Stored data

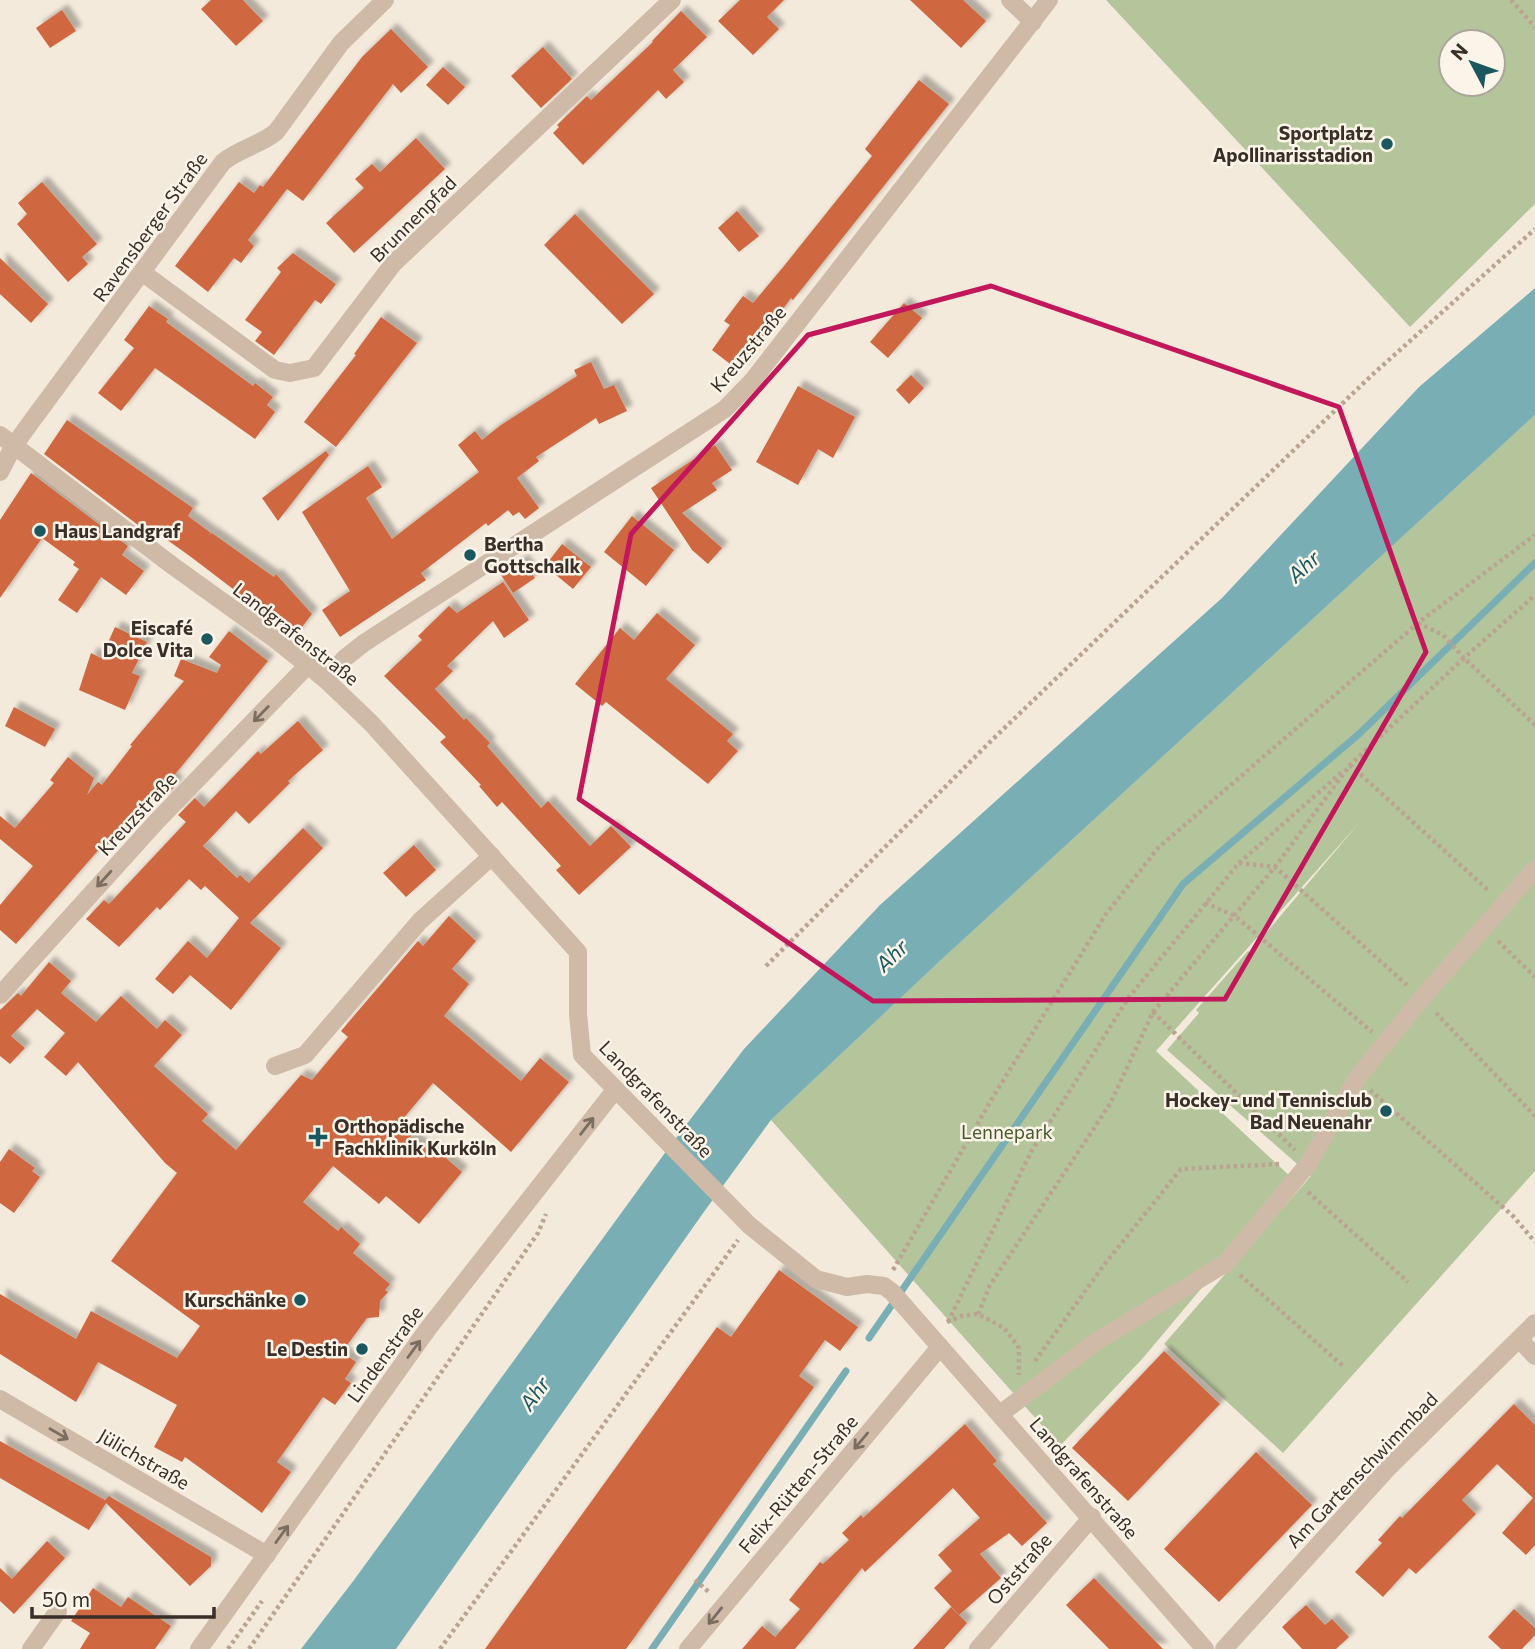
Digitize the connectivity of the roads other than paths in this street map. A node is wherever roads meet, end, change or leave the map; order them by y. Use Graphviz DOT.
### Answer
graph roads {
  1 [pos="385,0"];
  2 [pos="672,0"];
  3 [pos="1010,0"];
  4 [pos="1049,0"];
  5 [pos="1033,22"];
  6 [pos="143,273"];
  7 [pos="7,441"];
  8 [pos="0,472"];
  9 [pos="308,665"];
  10 [pos="326,680"];
  11 [pos="492,856"];
  12 [pos="1535,869"];
  13 [pos="0,995"];
  14 [pos="275,1066"];
  15 [pos="615,1090"];
  16 [pos="1535,1324"];
  17 [pos="1519,1339"];
  18 [pos="935,1341"];
  19 [pos="1535,1356"];
  20 [pos="0,1399"];
  21 [pos="1000,1415"];
  22 [pos="1092,1517"];
  23 [pos="267,1555"];
  24 [pos="58,1611"];
  25 [pos="31,1649"];
  26 [pos="200,1649"];
  27 [pos="688,1649"];
  28 [pos="978,1649"];
  29 [pos="1205,1649"];
  30 [pos="1224,1649"];
  1 -- 6 [label="street, Ravensberger Straße"];
  2 -- 6 [label="street, Brunnenpfad"];
  3 -- 5 [label="street"];
  4 -- 5 [label="street, Kreuzstraße"];
  5 -- 10 [label="street, Kreuzstraße"];
  6 -- 7 [label="street, Ravensberger Straße"];
  7 -- 8 [label="street, Ravensberger Straße"];
  7 -- 9 [label="street, Landgrafenstraße"];
  9 -- 10 [label="street, Landgrafenstraße"];
  9 -- 13 [label="street, Kreuzstraße, one-way"];
  10 -- 11 [label="street, Landgrafenstraße"];
  11 -- 14 [label="street"];
  11 -- 15 [label="street, Landgrafenstraße"];
  12 -- 21 [label="street"];
  15 -- 18 [label="street, Landgrafenstraße"];
  23 -- 15 [label="street, Lindenstraße, one-way"];
  16 -- 17 [label="street, Am Gartenschwimmbad"];
  17 -- 19 [label="street"];
  17 -- 30 [label="street, Am Gartenschwimmbad"];
  18 -- 21 [label="street, Landgrafenstraße"];
  18 -- 27 [label="street, Felix-Rütten-Straße, one-way"];
  20 -- 23 [label="street, Jülichstraße, one-way"];
  21 -- 22 [label="street, Landgrafenstraße"];
  22 -- 28 [label="street, Oststraße"];
  22 -- 29 [label="street, Landgrafenstraße"];
  23 -- 26 [label="street, Lindenstraße"];
  24 -- 25 [label="street"];
}
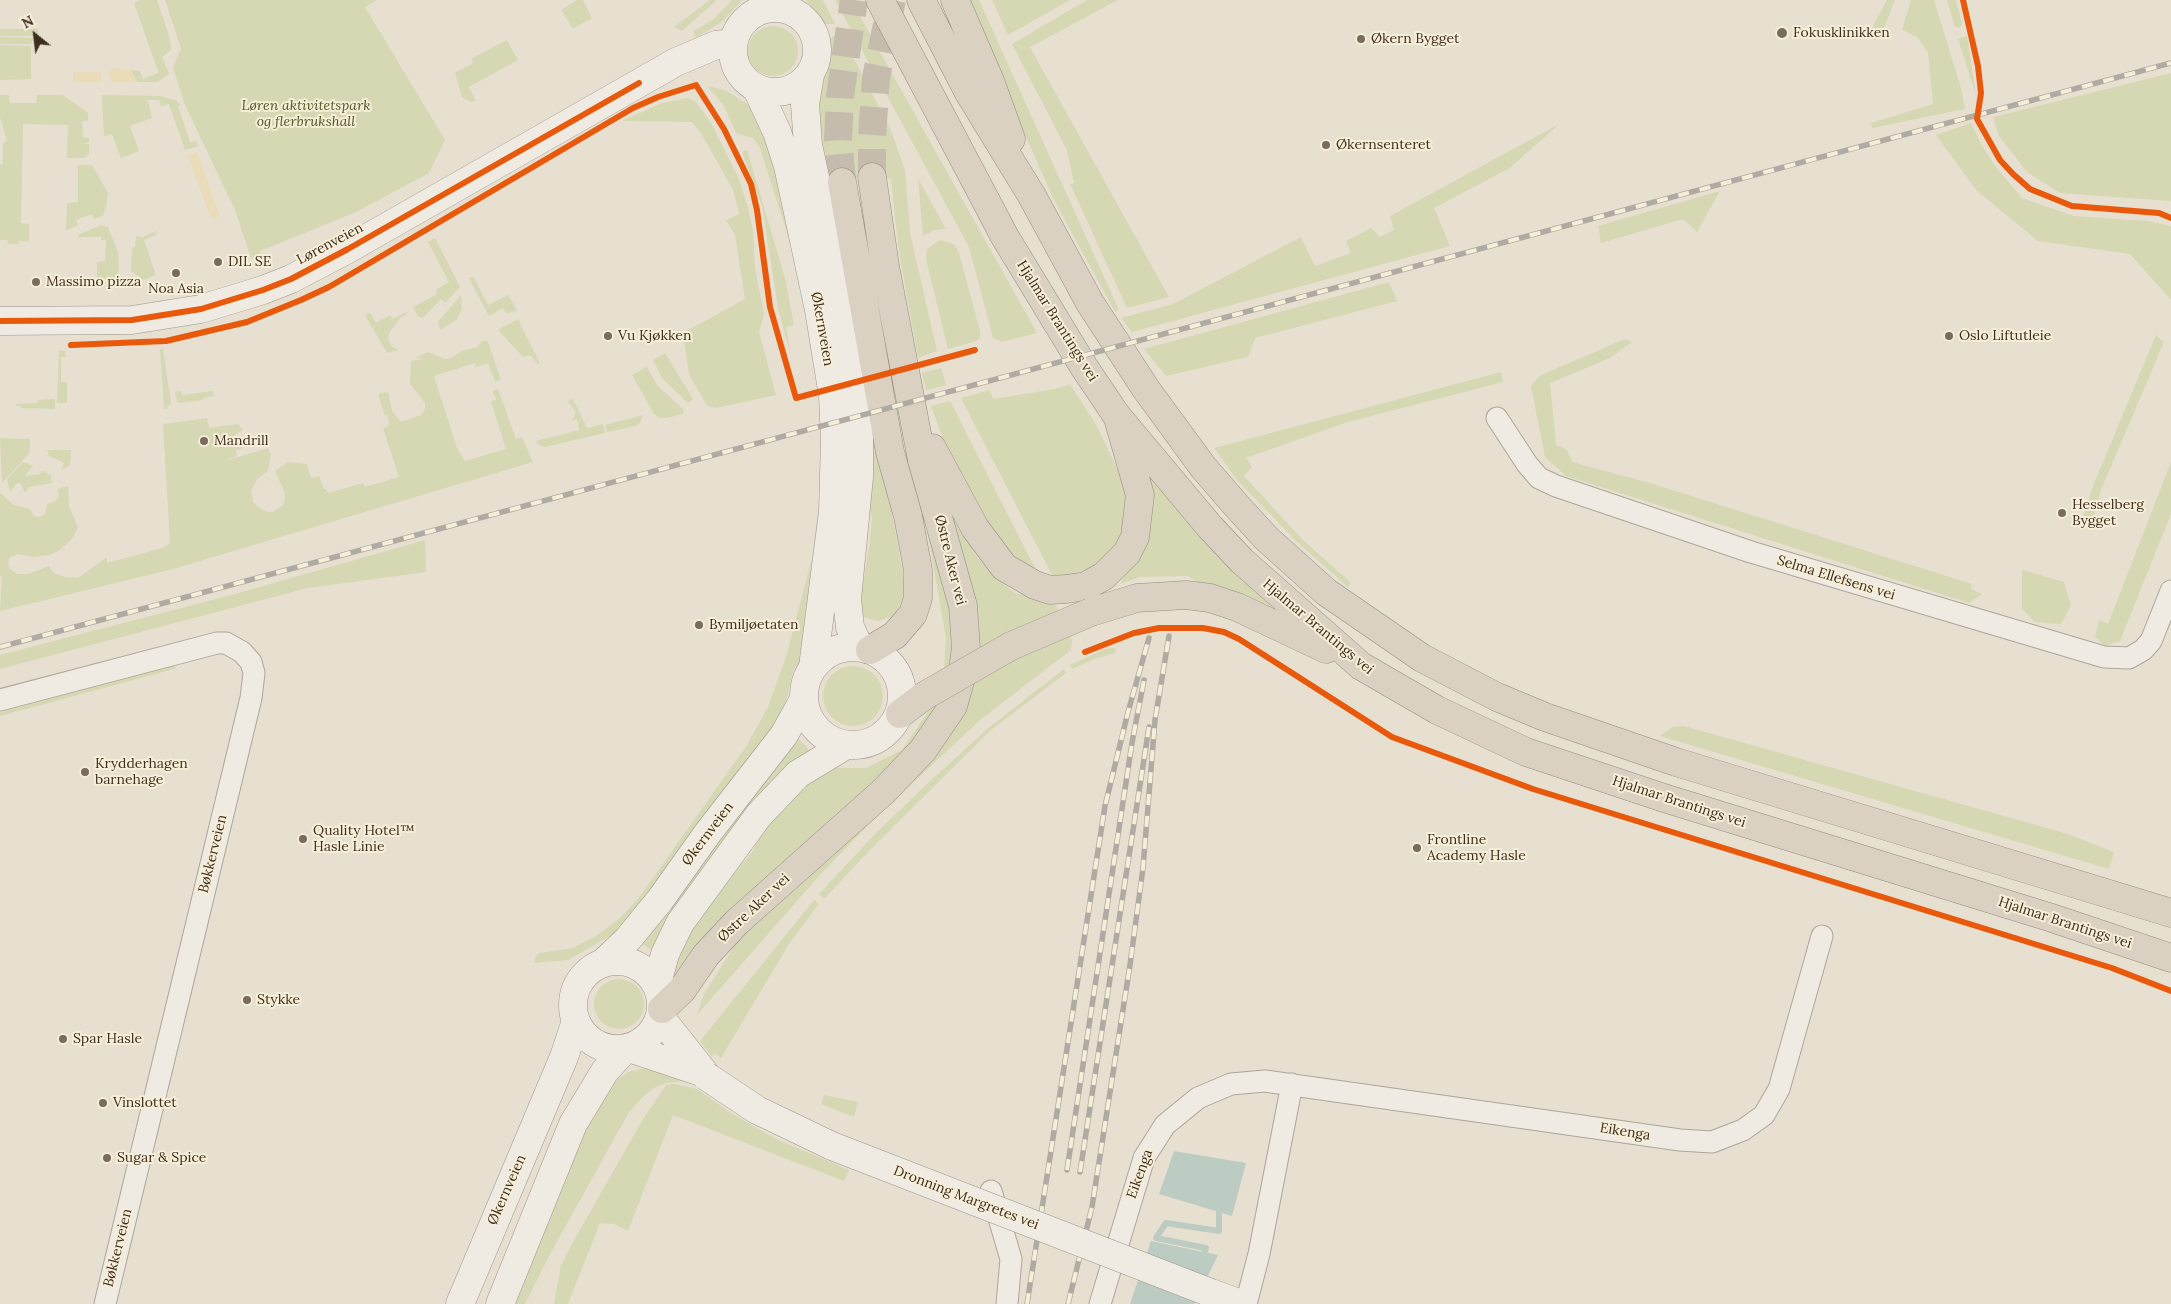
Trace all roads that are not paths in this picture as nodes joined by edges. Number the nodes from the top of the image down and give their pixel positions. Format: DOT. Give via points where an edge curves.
graph roads {
  1 [pos="880,0"];
  2 [pos="921,0"];
  3 [pos="955,0"];
  4 [pos="755,7"];
  5 [pos="794,7"];
  6 [pos="733,43"];
  7 [pos="810,75"];
  8 [pos="757,89"];
  9 [pos="872,177"];
  10 [pos="842,182"];
  11 [pos="1032,196"];
  12 [pos="0,321"];
  13 [pos="910,398"];
  14 [pos="1117,416"];
  15 [pos="1497,418"];
  16 [pos="2171,591"];
  17 [pos="865,649"];
  18 [pos="1361,666"];
  19 [pos="814,667"];
  20 [pos="804,699"];
  21 [pos="0,700"];
  22 [pos="900,714"];
  23 [pos="846,746"];
  24 [pos="2171,913"];
  25 [pos="1822,936"];
  26 [pos="2171,958"];
  27 [pos="604,962"];
  28 [pos="660,1003"];
  29 [pos="576,1021"];
  30 [pos="627,1048"];
  31 [pos="704,1074"];
  32 [pos="1292,1084"];
  33 [pos="991,1191"];
  34 [pos="105,1304"];
  35 [pos="460,1304"];
  36 [pos="500,1304"];
  37 [pos="1007,1304"];
  38 [pos="1100,1304"];
  39 [pos="1242,1304"];
  40 [pos="1246,1304"];
  1 -- 14 [label="highway, Hjalmar Brantings vei" via="1005,237"];
  2 -- 11 [label="highway" via="969,92"];
  3 -- 11 [label="highway" via="990,81"];
  4 -- 5 [label="main road"];
  4 -- 6 [label="main road" via="742,23"];
  5 -- 7 [label="main road" via="814,34 816,62"];
  6 -- 8 [label="main road" via="738,72"];
  6 -- 12 [label="main road, Lørenveien" via="716,45 676,62 356,244 291,279 262,290 201,309 132,320"];
  7 -- 8 [label="main road" via="792,89 768,92"];
  7 -- 17 [label="main road, Økernveien" via="806,104 808,145 843,304 860,437 847,599 850,627"];
  8 -- 19 [label="main road, Økernveien" via="788,166 820,310 833,396 833,512"];
  9 -- 13 [label="highway, Østre Aker vei"];
  10 -- 17 [label="highway" via="890,452 908,516 918,570 918,598 913,614 896,635"];
  11 -- 24 [label="highway" via="1115,344 1203,467 1266,538 1326,592 1385,634 1456,677 1545,717 1676,762"];
  13 -- 14 [label="highway" via="975,528 1004,567 1018,577 1050,590 1086,586 1104,576 1127,552 1135,536 1140,495"];
  13 -- 28 [label="highway, Østre Aker vei" via="922,460 963,606 966,648 953,706 923,750 904,771 726,933 682,990"];
  14 -- 18 [label="highway, Hjalmar Brantings vei" via="1242,561"];
  15 -- 16 [label="street, Selma Ellefsens vei" via="1539,478 1556,486 1751,552 2104,657 2128,658 2143,650 2153,636"];
  17 -- 19 [label="main road" via="844,648 829,654"];
  17 -- 22 [label="main road" via="884,658 894,669 903,699"];
  18 -- 22 [label="highway, bridge" via="1237,607 1210,598 1186,595 1137,598 1090,612 1010,646 924,696"];
  18 -- 26 [label="highway, Hjalmar Brantings vei" via="1437,710 1526,752"];
  19 -- 20 [label="main road"];
  20 -- 23 [label="main road" via="809,718 822,734"];
  20 -- 27 [label="main road, Økernveien" via="784,735 660,900"];
  21 -- 34 [label="street, Bøkkerveien" via="217,643 242,652 254,673 251,698"];
  22 -- 23 [label="main road" via="878,739"];
  23 -- 28 [label="main road" via="798,774 759,815 680,923 665,954"];
  25 -- 32 [label="street, Eikenga" via="1779,1089 1764,1115 1743,1130 1720,1140 1680,1140"];
  27 -- 28 [label="main road" via="635,963 651,975"];
  27 -- 29 [label="main road" via="586,973 579,982 573,1005"];
  28 -- 30 [label="main road" via="649,1036"];
  28 -- 31 [label="main road, Dronning Margretes vei"];
  29 -- 30 [label="main road" via="586,1036 601,1046"];
  29 -- 35 [label="main road, Økernveien" via="564,1057"];
  30 -- 31 [label="main road, Dronning Margretes vei"];
  30 -- 36 [label="main road" via="605,1071 574,1124"];
  31 -- 39 [label="main road, Dronning Margretes vei, bridge" via="757,1110 809,1137"];
  32 -- 38 [label="street, Eikenga" via="1251,1080 1221,1087 1198,1098 1165,1125 1141,1167"];
  32 -- 40 [label="street" via="1260,1254"];
  33 -- 37 [label="street" via="1011,1259"];
}
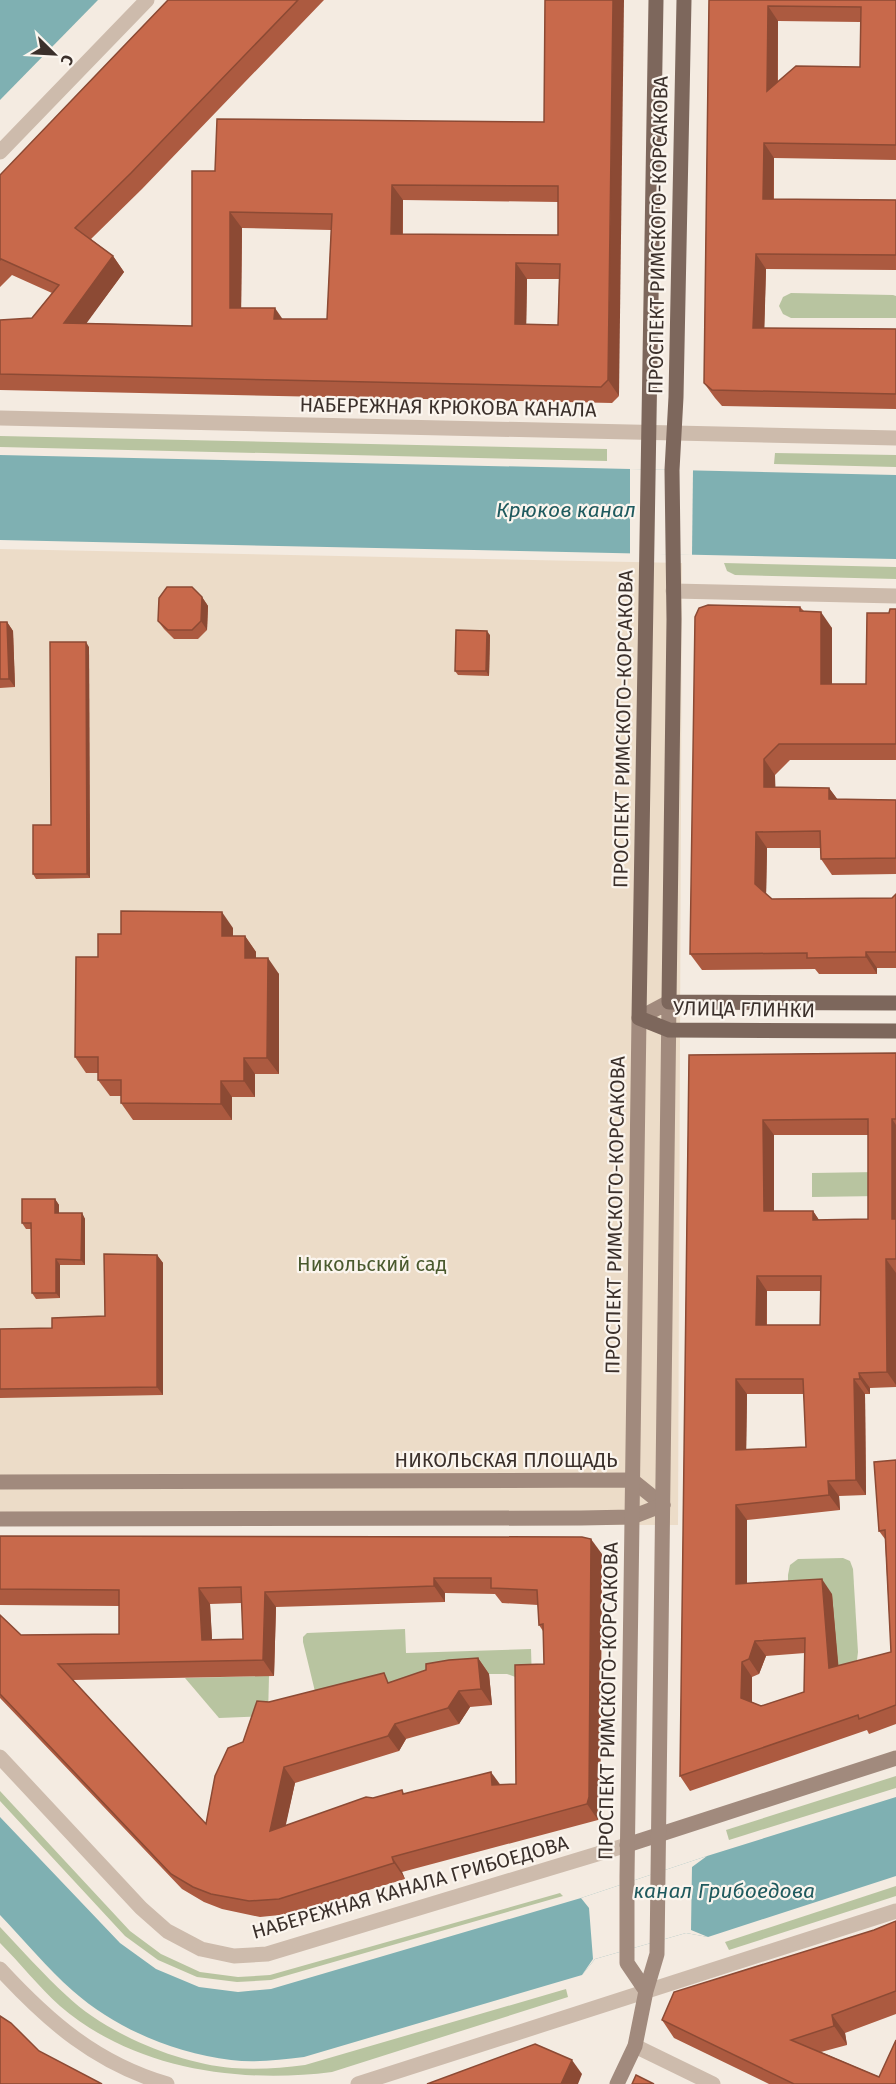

- [WORK TASK] Count the lines of the data above where the string "Østre" shows up; reply with the number only.

- [TASK RESULT] 2